Pour vous présenter l'ouvrage, il est plus simple de vous livrer le Manifeste des 24, ou petit texte de la quatrième de couverture. J'ajoute en références de quelques auteurs de certains courriers

Holà ! Trop c'est trop, messieurs nos auteurs ! Trop de pépins, trop d'avanies, toujours à nous persécuter, toujours prêts à nous estourbir. Et que je te poignarde, te guillotine, t'empoisonne, te fusille, et que tu meurs d'amour trahi. À celui-ci la chasteté à perpète (Jean Valjean), à celle-là les plus sales débauches (la Juliette du Marquis de Sade). Tous les deux, là-bas, au piquet sous cet arbre ! (Vladimir et Estragon dans En attendant Godot de Beckett). Toi tu seras sans toi, vagabond sur des béquilles, ça te fera les pieds (Molloy, S Beckett). Toi, ton pot au lait, tu vas voir (Perrette de La Fontaine), toi ton camembert, gaffe à ton bec (vous aurez reconnu l'oiseau noir), et toi la vieille, une médaille en chocolats pour cinquante ans de boulot, et toi la belle, cent ans au dodo (Blanche-Neige et ses sept nains amoureux transis)… et toi, toi… Sauf que, chers auteurs, c'en est fini de vous esbaudir à nos dépens car nous avons pris la plume, et quand vous lirez les lettres de vos créatures, vous n'y reconnaîtrez plus vos petits tant nous nous serons, nous les vingt-quatre, émancipé(e)s, et tant pis si ça vous défrise, et tant mieux si ça décoiffe, olé !

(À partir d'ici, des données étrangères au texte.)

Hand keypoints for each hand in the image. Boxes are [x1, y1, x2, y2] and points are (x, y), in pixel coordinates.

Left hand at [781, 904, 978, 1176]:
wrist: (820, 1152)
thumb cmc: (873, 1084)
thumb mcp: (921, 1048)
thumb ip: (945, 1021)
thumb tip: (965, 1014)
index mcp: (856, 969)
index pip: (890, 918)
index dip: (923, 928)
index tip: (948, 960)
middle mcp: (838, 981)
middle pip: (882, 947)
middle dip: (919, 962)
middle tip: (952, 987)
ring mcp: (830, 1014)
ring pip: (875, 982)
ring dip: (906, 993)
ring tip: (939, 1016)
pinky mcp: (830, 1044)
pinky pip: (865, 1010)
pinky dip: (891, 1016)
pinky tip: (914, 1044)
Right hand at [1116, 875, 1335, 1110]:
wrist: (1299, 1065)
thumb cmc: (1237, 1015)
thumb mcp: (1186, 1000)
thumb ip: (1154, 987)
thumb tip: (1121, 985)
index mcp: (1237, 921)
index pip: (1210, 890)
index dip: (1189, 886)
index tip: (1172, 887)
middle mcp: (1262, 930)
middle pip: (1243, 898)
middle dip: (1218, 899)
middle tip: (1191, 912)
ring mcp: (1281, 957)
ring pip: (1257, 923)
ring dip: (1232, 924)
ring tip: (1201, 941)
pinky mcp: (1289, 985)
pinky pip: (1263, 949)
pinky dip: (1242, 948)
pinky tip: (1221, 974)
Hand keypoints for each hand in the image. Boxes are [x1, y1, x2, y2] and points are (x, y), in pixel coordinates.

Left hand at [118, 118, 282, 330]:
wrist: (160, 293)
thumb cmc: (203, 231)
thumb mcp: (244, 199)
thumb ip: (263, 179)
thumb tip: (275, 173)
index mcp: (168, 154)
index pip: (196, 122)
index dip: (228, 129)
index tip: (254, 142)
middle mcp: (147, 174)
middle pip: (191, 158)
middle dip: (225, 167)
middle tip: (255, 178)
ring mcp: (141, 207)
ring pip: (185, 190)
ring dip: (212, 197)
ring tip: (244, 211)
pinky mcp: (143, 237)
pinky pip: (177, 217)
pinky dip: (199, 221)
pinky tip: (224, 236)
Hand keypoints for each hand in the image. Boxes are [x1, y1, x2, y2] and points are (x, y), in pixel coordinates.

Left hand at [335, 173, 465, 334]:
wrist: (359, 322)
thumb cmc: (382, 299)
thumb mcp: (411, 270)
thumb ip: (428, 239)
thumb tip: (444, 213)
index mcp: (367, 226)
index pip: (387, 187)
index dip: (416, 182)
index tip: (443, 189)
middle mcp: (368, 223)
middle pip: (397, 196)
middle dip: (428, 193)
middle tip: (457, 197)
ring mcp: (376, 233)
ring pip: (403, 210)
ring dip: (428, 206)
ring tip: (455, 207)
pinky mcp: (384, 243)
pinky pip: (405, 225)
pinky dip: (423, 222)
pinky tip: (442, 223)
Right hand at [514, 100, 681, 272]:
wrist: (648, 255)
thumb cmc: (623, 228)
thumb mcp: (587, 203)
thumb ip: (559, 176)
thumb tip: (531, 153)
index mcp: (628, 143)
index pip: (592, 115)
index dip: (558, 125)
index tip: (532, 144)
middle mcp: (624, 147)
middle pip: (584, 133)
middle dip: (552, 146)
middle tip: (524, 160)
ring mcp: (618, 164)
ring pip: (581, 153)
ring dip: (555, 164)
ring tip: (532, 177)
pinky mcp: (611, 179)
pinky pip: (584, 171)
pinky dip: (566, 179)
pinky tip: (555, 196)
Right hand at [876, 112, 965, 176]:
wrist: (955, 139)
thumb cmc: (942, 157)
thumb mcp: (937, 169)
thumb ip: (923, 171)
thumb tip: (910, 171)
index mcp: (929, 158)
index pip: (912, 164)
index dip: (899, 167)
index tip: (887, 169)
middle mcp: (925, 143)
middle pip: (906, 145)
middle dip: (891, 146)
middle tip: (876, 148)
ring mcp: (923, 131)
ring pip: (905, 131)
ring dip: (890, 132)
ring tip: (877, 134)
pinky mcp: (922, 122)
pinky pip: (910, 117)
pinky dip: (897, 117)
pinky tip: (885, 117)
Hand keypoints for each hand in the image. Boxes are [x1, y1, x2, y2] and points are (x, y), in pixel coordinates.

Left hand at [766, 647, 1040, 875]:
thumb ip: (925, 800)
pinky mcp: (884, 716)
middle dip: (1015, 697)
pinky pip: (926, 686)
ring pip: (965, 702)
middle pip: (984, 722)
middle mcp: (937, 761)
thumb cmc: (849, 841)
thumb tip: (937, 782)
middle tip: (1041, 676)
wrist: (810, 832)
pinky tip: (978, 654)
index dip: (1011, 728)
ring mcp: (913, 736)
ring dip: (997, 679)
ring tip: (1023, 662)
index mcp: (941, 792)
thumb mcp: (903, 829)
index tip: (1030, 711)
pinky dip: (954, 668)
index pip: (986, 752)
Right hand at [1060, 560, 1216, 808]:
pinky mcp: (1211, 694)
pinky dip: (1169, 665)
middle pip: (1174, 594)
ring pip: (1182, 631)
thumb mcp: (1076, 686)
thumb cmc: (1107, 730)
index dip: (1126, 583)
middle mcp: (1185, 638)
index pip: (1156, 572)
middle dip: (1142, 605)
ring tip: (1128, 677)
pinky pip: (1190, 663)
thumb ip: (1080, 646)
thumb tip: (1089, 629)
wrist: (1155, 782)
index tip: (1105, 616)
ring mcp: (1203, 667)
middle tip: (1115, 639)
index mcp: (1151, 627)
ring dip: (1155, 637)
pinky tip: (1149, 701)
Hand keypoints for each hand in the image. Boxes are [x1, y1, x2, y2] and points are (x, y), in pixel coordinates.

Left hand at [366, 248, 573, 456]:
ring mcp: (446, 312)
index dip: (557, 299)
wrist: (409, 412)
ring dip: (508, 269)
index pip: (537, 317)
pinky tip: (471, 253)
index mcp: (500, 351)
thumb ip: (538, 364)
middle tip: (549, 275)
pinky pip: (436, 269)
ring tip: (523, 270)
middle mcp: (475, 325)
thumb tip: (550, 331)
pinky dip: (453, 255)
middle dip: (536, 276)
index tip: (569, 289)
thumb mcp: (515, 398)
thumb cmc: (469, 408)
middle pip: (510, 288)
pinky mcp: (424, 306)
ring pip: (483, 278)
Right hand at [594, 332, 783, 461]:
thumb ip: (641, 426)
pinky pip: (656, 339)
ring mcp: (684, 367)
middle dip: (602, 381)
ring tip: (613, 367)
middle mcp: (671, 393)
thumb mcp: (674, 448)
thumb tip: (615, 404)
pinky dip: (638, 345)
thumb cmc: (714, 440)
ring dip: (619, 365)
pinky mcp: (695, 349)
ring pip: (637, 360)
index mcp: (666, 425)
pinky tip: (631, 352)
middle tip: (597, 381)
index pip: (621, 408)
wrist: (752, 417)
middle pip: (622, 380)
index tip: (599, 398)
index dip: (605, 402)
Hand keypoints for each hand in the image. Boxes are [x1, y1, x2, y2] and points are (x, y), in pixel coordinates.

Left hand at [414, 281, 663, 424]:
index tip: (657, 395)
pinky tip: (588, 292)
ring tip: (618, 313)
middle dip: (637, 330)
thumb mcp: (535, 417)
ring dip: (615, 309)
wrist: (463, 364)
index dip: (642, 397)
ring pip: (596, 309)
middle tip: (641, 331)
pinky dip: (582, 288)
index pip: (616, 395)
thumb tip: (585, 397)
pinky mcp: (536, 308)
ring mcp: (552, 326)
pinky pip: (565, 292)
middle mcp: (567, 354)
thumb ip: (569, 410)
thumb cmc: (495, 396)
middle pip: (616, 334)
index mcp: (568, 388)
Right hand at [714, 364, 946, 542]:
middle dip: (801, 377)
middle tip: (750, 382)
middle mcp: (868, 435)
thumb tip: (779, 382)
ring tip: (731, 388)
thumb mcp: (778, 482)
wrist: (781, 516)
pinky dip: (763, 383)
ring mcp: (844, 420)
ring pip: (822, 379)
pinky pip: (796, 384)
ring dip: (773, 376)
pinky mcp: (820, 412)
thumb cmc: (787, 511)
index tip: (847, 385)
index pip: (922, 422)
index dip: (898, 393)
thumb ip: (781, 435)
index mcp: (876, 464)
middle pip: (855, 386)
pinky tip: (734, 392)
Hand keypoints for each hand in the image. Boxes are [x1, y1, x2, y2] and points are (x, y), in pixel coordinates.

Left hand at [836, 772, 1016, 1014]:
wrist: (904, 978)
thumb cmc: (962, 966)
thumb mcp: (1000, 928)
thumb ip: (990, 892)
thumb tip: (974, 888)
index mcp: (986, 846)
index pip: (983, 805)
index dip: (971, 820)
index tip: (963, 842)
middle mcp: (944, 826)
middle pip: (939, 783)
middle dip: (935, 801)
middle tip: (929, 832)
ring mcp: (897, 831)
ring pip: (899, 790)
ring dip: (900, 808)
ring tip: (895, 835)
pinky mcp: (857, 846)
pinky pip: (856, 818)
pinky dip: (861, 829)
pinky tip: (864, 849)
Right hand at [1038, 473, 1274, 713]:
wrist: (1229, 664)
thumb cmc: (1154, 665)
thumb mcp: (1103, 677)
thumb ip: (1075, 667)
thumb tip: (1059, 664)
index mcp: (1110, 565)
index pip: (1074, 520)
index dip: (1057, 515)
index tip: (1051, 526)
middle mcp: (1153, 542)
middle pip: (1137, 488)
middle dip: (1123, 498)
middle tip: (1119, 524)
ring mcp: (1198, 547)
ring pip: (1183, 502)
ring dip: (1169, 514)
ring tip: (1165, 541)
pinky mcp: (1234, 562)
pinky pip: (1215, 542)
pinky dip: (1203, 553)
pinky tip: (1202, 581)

Effectivement, ça décoiffe. C'est franchement sans queue – enfin si et même trop d'ailleurs – ni tête. Ça décoiffe pas mal vu le nombre de têtes coupées, guillotinées (celle de Julien Sorel dans Le Rouge et le Noir de Stendhal, celle de Mersault dans L'étranger de Camus) qui roulent comme des boules de bowling, le sang coule à flots un peu partout et ça déshabille beaucoup. Les hormones et autres testostérones s'échauffent allégrement. Sans être prude, c'est franchement trop et cela gâche le plaisir que l'on aurait à lire ces lettres. Et malgré toute la compassion éprouvée à l'égard de ces malheureux personnages si malmenés, j'ai très vite sauté des pages pour en finir rapidement.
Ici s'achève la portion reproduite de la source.